**WHAT IS NEEDED**
Where does the string "linecap" occur in the records? Copy each line that holds it.

Saved entries
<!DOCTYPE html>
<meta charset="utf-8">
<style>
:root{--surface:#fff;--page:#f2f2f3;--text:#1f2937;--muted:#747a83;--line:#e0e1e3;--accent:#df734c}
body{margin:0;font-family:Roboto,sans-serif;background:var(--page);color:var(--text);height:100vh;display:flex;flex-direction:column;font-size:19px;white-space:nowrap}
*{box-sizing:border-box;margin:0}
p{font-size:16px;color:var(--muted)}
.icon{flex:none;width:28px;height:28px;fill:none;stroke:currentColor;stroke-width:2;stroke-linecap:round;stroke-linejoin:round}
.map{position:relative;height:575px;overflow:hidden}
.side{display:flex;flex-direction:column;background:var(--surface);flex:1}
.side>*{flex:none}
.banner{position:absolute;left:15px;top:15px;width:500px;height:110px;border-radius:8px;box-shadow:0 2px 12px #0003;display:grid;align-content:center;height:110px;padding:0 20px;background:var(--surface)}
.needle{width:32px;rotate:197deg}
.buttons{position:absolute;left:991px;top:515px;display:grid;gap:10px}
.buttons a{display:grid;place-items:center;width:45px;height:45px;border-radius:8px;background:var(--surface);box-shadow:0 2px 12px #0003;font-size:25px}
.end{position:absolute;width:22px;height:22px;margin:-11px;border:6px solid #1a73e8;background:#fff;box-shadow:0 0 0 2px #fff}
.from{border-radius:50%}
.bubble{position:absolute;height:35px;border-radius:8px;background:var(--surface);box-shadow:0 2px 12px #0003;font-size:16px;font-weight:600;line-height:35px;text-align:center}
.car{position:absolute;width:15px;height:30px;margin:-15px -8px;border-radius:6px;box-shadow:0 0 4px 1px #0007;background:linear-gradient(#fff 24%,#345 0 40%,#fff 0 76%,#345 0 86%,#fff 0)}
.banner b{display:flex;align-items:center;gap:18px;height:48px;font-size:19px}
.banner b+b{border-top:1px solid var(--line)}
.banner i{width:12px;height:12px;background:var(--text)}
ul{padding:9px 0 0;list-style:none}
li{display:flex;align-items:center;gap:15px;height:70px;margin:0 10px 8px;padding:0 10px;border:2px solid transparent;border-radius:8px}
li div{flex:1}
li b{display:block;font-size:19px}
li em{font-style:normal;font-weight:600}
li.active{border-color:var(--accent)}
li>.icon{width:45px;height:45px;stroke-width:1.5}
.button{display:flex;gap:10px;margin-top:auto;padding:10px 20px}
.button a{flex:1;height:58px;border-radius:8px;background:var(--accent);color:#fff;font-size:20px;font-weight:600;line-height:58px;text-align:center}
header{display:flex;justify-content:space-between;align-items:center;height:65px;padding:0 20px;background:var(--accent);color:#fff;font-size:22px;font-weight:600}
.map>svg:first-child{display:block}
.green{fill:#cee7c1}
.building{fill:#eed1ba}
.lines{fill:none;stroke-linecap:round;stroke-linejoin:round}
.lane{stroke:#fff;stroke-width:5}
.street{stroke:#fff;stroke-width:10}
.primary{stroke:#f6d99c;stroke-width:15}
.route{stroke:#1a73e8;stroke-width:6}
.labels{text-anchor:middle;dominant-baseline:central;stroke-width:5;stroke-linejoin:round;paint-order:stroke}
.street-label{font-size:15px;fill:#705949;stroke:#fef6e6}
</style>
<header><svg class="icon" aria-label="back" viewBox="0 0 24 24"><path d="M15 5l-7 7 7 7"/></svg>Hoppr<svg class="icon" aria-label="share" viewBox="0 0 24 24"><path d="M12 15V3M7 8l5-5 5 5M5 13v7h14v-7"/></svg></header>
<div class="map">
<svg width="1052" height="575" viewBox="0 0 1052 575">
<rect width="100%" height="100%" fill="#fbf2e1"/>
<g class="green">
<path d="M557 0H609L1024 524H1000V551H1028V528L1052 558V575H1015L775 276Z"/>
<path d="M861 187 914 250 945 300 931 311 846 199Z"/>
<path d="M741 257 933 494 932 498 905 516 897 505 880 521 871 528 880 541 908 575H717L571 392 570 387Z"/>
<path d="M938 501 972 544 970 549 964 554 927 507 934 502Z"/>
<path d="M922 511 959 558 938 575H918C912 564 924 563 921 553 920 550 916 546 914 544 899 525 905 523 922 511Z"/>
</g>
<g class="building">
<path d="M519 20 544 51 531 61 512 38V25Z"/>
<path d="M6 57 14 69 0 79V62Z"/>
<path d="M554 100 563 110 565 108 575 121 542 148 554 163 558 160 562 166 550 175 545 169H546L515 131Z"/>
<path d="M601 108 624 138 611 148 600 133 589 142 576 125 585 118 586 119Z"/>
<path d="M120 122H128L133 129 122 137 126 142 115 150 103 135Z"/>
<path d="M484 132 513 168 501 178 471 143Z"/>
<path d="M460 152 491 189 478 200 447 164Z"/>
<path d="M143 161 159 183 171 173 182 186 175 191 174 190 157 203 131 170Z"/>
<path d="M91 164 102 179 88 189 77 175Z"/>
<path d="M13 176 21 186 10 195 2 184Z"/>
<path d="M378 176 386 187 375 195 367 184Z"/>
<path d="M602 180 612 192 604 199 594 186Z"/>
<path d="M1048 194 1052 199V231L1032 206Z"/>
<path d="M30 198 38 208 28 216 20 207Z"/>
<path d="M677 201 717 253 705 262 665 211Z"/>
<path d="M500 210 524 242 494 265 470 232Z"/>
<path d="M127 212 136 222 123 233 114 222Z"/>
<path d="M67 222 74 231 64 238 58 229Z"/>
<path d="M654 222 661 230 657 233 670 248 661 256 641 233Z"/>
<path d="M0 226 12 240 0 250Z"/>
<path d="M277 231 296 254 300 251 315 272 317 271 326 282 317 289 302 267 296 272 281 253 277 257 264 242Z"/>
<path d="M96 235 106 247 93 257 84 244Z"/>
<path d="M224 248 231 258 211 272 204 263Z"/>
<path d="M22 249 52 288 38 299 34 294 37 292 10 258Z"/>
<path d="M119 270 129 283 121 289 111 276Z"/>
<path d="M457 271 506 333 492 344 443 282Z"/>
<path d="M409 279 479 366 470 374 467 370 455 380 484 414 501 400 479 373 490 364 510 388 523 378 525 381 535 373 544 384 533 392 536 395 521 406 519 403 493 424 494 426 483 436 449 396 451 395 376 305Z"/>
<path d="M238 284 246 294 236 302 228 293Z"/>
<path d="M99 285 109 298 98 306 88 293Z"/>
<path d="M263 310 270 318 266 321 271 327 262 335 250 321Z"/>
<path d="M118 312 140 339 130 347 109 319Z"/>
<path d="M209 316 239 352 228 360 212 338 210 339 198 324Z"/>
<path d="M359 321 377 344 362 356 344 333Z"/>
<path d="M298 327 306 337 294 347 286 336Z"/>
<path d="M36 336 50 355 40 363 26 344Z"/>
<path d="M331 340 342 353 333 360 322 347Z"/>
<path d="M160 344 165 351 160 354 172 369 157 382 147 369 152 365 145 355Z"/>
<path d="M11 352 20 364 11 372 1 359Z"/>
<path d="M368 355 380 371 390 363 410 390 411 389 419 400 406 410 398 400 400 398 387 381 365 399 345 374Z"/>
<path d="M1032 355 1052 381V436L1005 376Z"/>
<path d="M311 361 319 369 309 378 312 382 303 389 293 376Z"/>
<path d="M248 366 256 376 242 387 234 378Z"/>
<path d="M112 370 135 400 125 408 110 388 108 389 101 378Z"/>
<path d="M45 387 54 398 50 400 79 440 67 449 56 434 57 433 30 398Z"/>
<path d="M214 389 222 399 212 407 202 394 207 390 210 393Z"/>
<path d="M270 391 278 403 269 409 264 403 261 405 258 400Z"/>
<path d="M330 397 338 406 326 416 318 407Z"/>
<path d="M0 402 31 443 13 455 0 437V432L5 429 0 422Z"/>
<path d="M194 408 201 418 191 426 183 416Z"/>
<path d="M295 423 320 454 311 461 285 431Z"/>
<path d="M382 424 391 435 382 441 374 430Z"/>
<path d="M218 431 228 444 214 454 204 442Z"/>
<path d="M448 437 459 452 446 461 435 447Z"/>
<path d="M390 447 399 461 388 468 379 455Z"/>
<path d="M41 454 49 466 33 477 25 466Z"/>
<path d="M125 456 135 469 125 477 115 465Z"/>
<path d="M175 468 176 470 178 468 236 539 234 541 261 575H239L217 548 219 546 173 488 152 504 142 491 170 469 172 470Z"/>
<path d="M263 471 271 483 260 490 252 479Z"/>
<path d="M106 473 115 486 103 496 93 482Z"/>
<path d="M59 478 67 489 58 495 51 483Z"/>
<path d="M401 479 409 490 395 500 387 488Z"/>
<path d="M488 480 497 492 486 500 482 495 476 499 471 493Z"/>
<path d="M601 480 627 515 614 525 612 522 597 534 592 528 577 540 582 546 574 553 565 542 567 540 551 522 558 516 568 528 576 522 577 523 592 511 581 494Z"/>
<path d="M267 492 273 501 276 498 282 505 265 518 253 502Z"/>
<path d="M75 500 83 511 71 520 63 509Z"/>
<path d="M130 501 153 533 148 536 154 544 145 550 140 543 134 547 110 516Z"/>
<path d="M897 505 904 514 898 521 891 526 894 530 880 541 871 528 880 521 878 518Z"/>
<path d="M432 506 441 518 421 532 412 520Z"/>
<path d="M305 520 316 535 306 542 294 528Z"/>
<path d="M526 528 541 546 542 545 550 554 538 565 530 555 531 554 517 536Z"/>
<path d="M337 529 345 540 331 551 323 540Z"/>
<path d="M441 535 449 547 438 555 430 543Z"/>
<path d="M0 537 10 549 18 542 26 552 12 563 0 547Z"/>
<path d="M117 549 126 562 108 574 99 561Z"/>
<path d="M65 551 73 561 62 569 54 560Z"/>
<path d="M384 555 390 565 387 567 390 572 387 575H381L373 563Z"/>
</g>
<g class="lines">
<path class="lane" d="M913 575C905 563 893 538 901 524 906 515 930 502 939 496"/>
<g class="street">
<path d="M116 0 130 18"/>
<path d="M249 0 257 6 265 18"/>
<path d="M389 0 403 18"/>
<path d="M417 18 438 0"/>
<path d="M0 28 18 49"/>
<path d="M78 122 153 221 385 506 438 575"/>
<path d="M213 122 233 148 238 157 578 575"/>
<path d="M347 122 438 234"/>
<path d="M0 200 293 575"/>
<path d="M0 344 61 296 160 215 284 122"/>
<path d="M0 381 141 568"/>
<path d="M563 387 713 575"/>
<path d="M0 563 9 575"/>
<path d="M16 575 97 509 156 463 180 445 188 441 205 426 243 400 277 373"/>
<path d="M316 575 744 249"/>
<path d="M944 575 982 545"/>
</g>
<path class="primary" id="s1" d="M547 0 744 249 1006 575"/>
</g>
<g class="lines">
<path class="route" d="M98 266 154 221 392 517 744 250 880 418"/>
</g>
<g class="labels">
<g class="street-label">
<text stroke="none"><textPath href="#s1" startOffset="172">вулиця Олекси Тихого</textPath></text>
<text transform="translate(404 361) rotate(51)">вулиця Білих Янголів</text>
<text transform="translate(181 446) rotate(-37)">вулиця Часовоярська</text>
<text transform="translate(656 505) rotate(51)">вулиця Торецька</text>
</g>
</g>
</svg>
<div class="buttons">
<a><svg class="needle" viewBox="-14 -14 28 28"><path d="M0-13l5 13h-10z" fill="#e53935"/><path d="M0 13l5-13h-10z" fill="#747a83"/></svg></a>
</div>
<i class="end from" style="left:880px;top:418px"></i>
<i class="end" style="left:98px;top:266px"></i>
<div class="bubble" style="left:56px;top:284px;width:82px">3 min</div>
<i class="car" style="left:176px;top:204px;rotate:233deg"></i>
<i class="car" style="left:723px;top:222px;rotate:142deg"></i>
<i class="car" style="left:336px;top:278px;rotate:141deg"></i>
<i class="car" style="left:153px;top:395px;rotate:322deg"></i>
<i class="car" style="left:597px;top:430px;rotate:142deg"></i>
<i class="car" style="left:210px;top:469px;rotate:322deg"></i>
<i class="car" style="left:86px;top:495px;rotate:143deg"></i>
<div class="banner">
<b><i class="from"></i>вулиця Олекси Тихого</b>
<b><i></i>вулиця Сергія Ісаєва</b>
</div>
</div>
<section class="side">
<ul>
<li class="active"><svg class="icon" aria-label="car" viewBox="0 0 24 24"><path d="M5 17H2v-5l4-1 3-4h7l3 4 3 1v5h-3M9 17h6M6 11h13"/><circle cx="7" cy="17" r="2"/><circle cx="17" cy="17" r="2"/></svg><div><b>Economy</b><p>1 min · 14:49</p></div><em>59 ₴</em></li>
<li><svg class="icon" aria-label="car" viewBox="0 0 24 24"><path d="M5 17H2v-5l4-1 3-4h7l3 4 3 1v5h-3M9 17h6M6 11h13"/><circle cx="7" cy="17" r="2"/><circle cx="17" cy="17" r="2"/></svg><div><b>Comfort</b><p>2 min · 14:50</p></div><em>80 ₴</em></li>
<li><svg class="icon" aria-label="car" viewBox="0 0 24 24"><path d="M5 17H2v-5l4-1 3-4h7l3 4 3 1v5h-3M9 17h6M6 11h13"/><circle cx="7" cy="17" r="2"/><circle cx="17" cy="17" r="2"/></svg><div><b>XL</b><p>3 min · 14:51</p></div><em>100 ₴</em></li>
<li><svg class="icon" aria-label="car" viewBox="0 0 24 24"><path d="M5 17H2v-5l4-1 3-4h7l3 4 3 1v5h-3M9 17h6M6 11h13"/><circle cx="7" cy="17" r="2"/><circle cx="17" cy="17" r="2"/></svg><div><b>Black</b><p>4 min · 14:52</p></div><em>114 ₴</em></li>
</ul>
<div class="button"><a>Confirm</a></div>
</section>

**REPLY TO THE EXERCISE**
.icon{flex:none;width:28px;height:28px;fill:none;stroke:currentColor;stroke-width:2;stroke-linecap:round;stroke-linejoin:round}
.lines{fill:none;stroke-linecap:round;stroke-linejoin:round}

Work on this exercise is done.